EducationWorld September 2018 | EducationWorld Teacher-2-teacher
Karthik KSKarthik K.S. is CEO of the Bangalore-based AEON Learning Pvt. Ltd

It’s almost a truism that education is now a continuous lifelong learning process. New millennium business and industry professionals have to reconcile themselves to learning throughout their careers rather than accumulate knowledge and master a specific skill during the school and college years. How one adapts to the rapid technology changes transforming almost all industry verticals, will separate winners and losers.

Simultaneously the gap between the speed at which technologies are transforming and the pace at which individuals are reskilling themselves is widening. This has prompted corporates to increasingly turn to online learning platforms to reskill their employees in revolutionary new technologies. Over the past two decades, in particular, education technology platforms have successfully overcome deterrents such as high costs and geographical constraints to enable corporates and individuals to access high-quality content from top-ranked universities and faculty around the world to reskill themselves from within the comfort of their homes. For a short while, massive open online courses (MOOCs) were widely heralded as harbingers of new education. But a decade later, it’s clear they have not lived up to expectations. Although public enrolment has soared, course completion rates are abysmal. What went wrong?

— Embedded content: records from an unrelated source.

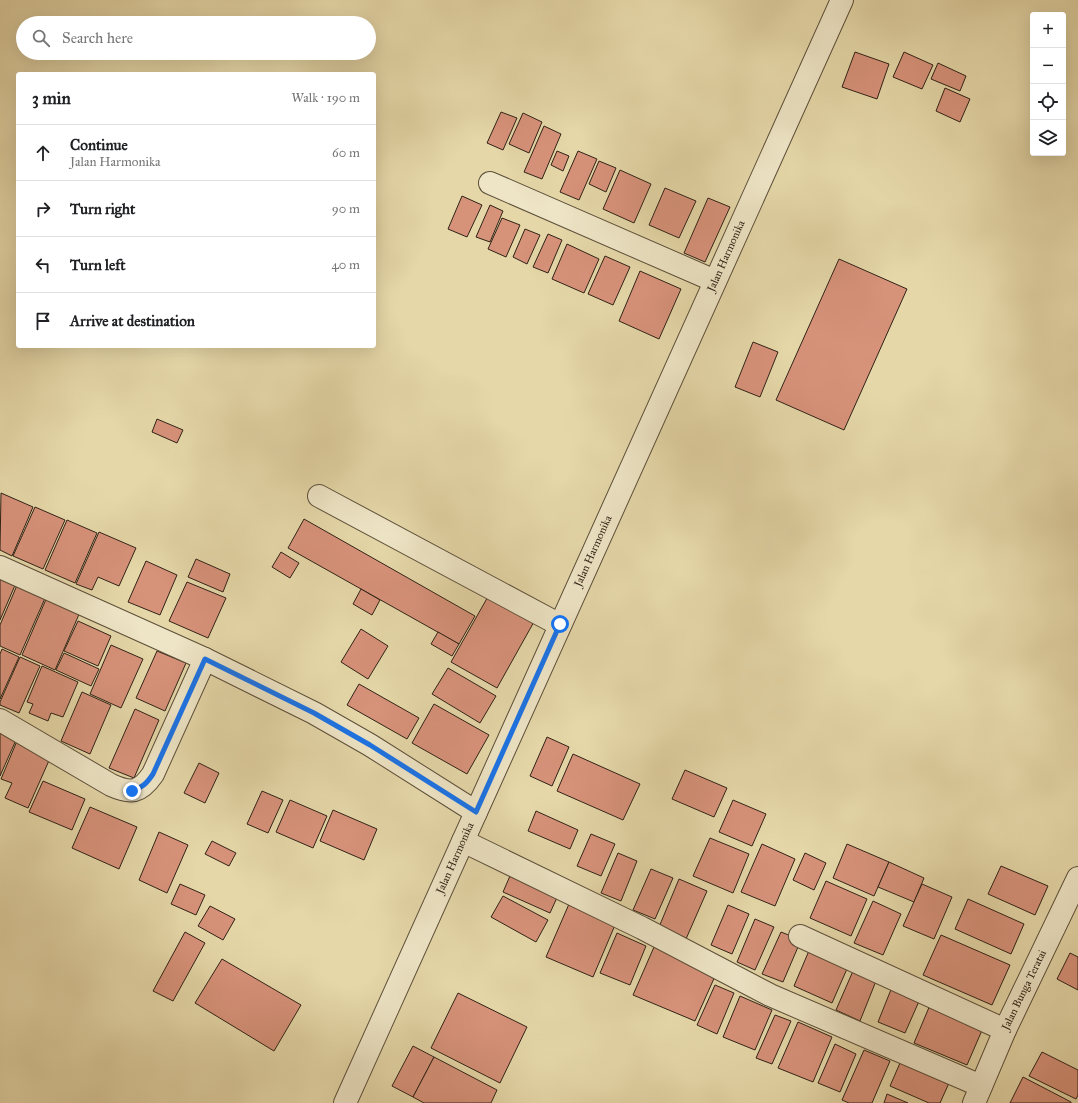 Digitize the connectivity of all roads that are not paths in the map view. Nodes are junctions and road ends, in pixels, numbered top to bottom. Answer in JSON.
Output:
{"nodes":[{"id":1,"x":842,"y":0,"type":"edge"},
{"id":2,"x":490,"y":183,"type":"dead end"},
{"id":3,"x":715,"y":281,"type":"junction"},
{"id":4,"x":319,"y":496,"type":"dead end"},
{"id":5,"x":0,"y":567,"type":"edge"},
{"id":6,"x":560,"y":624,"type":"junction"},
{"id":7,"x":205,"y":659,"type":"junction"},
{"id":8,"x":0,"y":720,"type":"edge"},
{"id":9,"x":476,"y":812,"type":"junction"},
{"id":10,"x":463,"y":841,"type":"junction"},
{"id":11,"x":1078,"y":878,"type":"edge"},
{"id":12,"x":1071,"y":912,"type":"edge"},
{"id":13,"x":800,"y":936,"type":"dead end"},
{"id":14,"x":1005,"y":1030,"type":"junction"},
{"id":15,"x":977,"y":1095,"type":"edge"},
{"id":16,"x":345,"y":1103,"type":"edge"}],
"edges":[{"from":1,"to":3,"type":"street","name":"Jalan Harmonika"},
{"from":2,"to":3,"type":"street"},
{"from":3,"to":6,"type":"street","name":"Jalan Harmonika"},
{"from":4,"to":6,"type":"street"},
{"from":5,"to":7,"type":"street"},
{"from":6,"to":9,"type":"street","name":"Jalan Harmonika"},
{"from":7,"to":8,"type":"street"},
{"from":7,"to":9,"type":"street"},
{"from":9,"to":10,"type":"street","name":"Jalan Harmonika"},
{"from":10,"to":15,"type":"street"},
{"from":10,"to":16,"type":"street","name":"Jalan Harmonika"},
{"from":11,"to":12,"type":"street","name":"Jalan Bunga Teratai"},
{"from":12,"to":14,"type":"street","name":"Jalan Bunga Teratai"},
{"from":13,"to":14,"type":"street"},
{"from":14,"to":15,"type":"street","name":"Jalan Bunga Teratai"}]} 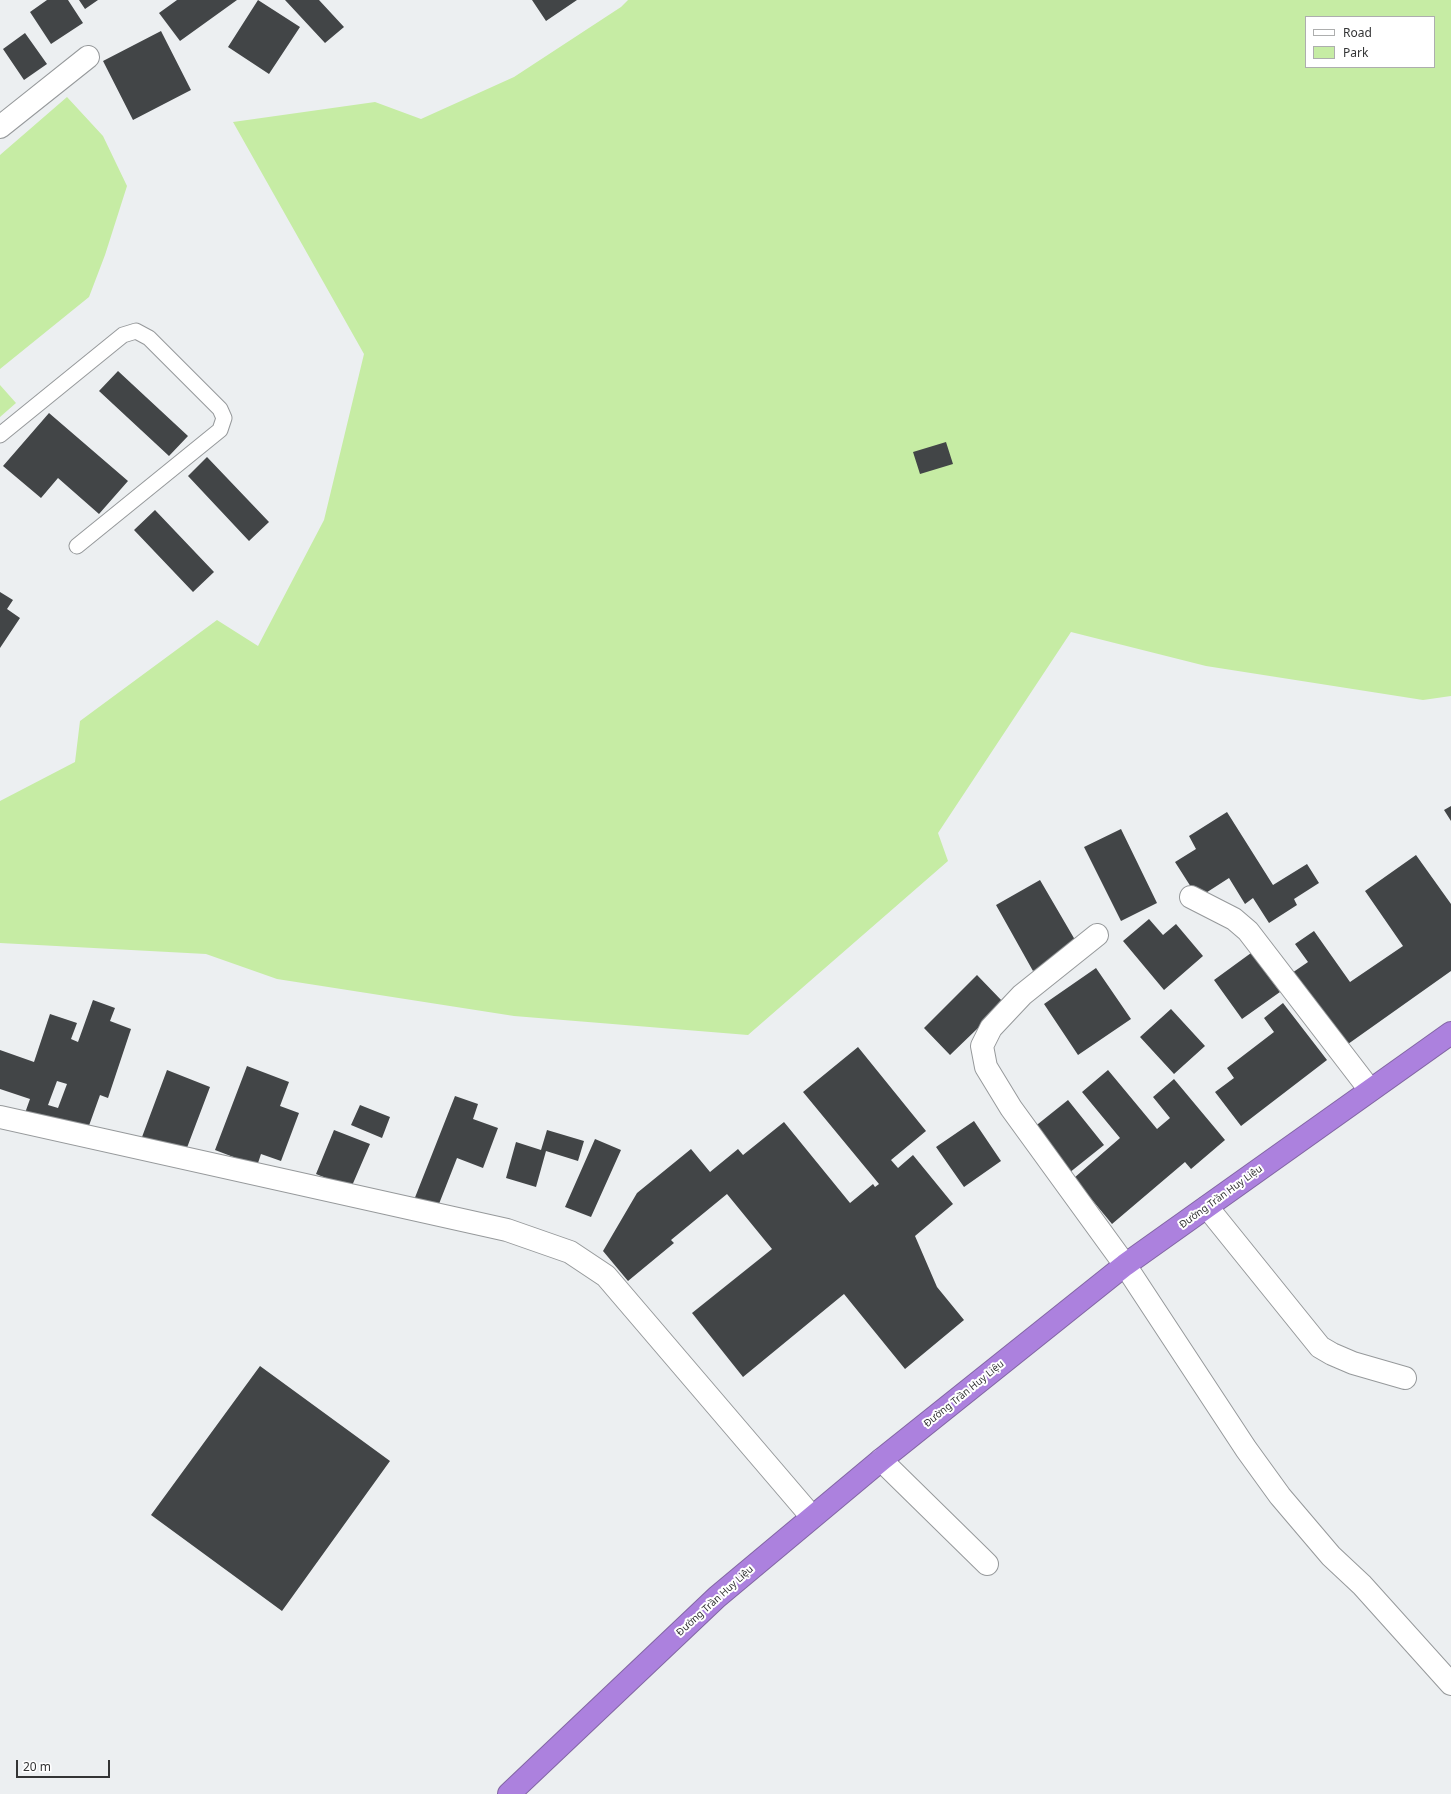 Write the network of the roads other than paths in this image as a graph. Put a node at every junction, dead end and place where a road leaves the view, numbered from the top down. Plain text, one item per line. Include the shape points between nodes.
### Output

Faculty influences technology. For centuries, faculty (aka teachers), have been at the centre of education, supported by two inseparable elements that complete the education process — viz, social interaction and personalisation. But when new digital technologies were introduced into education spaces, they became the centre of attraction and drove social interaction forcing teachers to play a secondary role. This prompted massive resistance to online learning as scholars and students become overwhelmed by technology. But contemporary online education providers are awakening to this situation. They are becoming increasingly aware that teachers are fundamental to the success of online learning, and that technology should be at the perimeter rather than vice versa. For MOOCs and other online education programmes to become successful, faculty must continue to lead social interaction and personalisation. In the circumstances, it is imperative for Moocs and online education providers to ensure they respect the primacy of teachers for the success of their programmes and products.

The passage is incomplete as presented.